Bambaşka bir hikâye anlatan Benguela Akıntısı... Güney Atlantik’ten doğan bu serin, cömert ve bilge akıntı, Afrika’nın batı kıyılarına doğru ilerlerken derinlerden yüzeye soğuk, plankton dolu sular taşıyordu. Zengin sular Batı Cape’den Namibya ve Angola kıyılarına kadar bereket getiren, dünyanın en verimli balıkçılık bölgelerinden biriydi. Olağanüstü ekosistem yalnızca doğal yaşamı değil, kıyı şeridinde yaşayan insanların geçim kaynaklarını ve kültürlerini de şekillendirendi.
Bu iki dev su kütlesinin zıtlıklarına rağmen ulaştığı kusursuz denge, ne bir teslimiyetin ne de bir üstünlük kurma çabasının izini taşıyordu. Oysa yeryüzündeki tüm düzenlerde sınırlar çizilmiş, güç için savaşlar verilmiş ve farklılıklar hep bir tehdit olarak algılanmıştı. Bu kusursuz uyum ise sınırların yalnızca dalgalar kadar geçici olduğunu, gerçek gücün çatışmada değil, uyum içinde var olabilmekte yattığını fısıldıyordu. Kızgınlığı, okyanusun sakin ve yatıştırıcı kollarında hafiflemeye, yavaş yavaş dalgaların şefkatli ritminde kaybolmaya başladı, sanki her dalga, ruhunun yükünü alıp okyanusun derinliklerine taşır gibiydi.
İĞNELERLE DOLU DENİZ VE HAYAT
Portekizli denizciler, iki okyanusun birleştiği bu amansız bölgeye sivri kayalıkları ve sığ mercanları nedeniyle “iğneler” anlamına gelen “Agulhas” adını vermiş. (Bu bölge; manyetik sapmanın minimum seviyede olduğu ve pusula ibresinin kuzeyi neredeyse mükemmel bir şekilde gösterdiği ender coğrafi noktalardan.)
Yüzyıllardır denizciler, bu kayalıkların ve mercanların arasından güvenle geçmeye çalışmış ancak bir çok kez doğanın zorlu sınavına boyun eğmişti. Bu tehlikeler yalnızca coğrafi engeller değil, aynı zamanda insan ruhunu sınayan, direnci ve cesareti ölçen eşsiz meydan okumalardı!
Hayatın da okyanus gibi olduğunu düşündü, her insan tıpkı bir denizci gibi iğnelerle dolu bir denizde yol alıyordu.
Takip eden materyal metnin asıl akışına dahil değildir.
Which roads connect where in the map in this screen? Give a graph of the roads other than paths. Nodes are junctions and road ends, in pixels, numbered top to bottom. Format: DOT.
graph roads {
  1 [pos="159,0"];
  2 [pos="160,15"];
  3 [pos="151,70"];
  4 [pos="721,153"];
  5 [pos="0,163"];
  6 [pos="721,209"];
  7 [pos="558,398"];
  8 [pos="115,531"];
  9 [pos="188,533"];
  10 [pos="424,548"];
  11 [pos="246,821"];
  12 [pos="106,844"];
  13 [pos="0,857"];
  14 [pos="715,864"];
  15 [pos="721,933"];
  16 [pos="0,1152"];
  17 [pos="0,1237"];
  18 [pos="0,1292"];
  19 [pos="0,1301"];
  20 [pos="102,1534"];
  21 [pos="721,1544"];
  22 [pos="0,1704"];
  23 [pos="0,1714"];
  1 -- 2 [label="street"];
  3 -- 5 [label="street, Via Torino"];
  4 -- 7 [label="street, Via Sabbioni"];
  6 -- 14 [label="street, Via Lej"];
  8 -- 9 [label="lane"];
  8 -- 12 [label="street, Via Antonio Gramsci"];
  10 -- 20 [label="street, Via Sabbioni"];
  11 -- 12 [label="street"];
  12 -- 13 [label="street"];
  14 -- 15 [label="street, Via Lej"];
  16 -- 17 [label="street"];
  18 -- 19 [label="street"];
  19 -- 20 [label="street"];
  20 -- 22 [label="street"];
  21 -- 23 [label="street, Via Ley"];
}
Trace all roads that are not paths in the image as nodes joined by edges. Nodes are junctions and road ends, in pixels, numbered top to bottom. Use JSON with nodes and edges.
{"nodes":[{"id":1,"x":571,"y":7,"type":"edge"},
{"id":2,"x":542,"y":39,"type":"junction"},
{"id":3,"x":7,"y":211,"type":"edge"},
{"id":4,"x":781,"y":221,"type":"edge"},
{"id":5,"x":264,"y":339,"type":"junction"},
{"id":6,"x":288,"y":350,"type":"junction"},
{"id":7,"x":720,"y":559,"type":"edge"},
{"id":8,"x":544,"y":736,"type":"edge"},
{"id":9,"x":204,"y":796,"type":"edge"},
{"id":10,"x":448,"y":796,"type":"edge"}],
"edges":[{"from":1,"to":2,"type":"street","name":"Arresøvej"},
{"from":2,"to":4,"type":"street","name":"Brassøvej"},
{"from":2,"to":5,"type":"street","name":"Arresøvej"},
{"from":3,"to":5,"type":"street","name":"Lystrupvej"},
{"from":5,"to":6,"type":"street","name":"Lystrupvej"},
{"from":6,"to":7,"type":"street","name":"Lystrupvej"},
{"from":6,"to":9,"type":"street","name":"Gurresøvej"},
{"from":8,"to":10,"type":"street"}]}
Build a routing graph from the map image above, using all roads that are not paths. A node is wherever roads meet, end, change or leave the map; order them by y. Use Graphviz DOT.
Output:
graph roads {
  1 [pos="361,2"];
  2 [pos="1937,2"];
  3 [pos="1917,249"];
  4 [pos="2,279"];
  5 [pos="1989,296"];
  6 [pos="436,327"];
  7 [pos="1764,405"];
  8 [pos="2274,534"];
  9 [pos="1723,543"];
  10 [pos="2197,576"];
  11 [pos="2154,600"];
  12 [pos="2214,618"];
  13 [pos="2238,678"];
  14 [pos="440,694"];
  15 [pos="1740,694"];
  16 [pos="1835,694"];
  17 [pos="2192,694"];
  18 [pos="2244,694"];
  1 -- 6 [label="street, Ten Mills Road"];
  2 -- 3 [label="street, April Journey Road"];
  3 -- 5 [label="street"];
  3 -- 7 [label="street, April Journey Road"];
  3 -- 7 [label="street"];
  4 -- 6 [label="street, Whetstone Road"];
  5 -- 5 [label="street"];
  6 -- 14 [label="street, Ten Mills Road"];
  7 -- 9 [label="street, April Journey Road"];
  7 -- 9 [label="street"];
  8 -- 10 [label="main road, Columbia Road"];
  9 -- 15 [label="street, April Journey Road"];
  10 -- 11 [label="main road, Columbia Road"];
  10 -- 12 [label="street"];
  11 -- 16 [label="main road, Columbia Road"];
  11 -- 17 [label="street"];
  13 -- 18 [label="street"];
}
Bazen en parlak yıldızlara bakarak bazen ise dalgaların insafına kalarak. Rotasını çizdiğini sanırken dalgalar onu başka kıyılara savuruyor, güvenli liman sandığı yerlerden hayal kırıklıklarıyla geri dönüyordu. Yolculuğa gerçek anlamını kazandıran aslında karşımıza çıkan engeller değil miydi? Kolaylıkla geçilen bir deniz, kimseye hikâye bırakmaz, anılarla donatmazdı.
Düşüncelerindeki gürültü yavaş yavaş hafifledi ve yerini derin bir dinginlik aldı. Dalgaların kıyıya usulca serilmesi gibi, içindeki fırtınaların da huzurlu bir sahile ulaştığını hissetti. Bir süre daha, dalgaların koynunda dans eden kristalimsi parıltılara bakakaldı. Plumeria ağacı çiçeklerinin hafif narenciye ve vanilyamsı notalarının büyüleyici kokusu, yosun kokan rüzgâra karışarak saçlarını havalandırdı, şefkatli bir el gibi yüzünü okşadı. İnsan da farklı mıydı sanki? Tutkularıyla alevlenen bir yanını, derinlerde sakladığı dinginlik ve aklıyla dengelemek zorundaydı. Karşıtlıklar kopuşu değil birbirini bütünlerdi. Ah, keşke insanoğlu bu kadim bilgeliği anlamak için okyanusun tuzlu nefesini ve dalgaların bitimsiz devinimini yeterince dinleyebilseydi!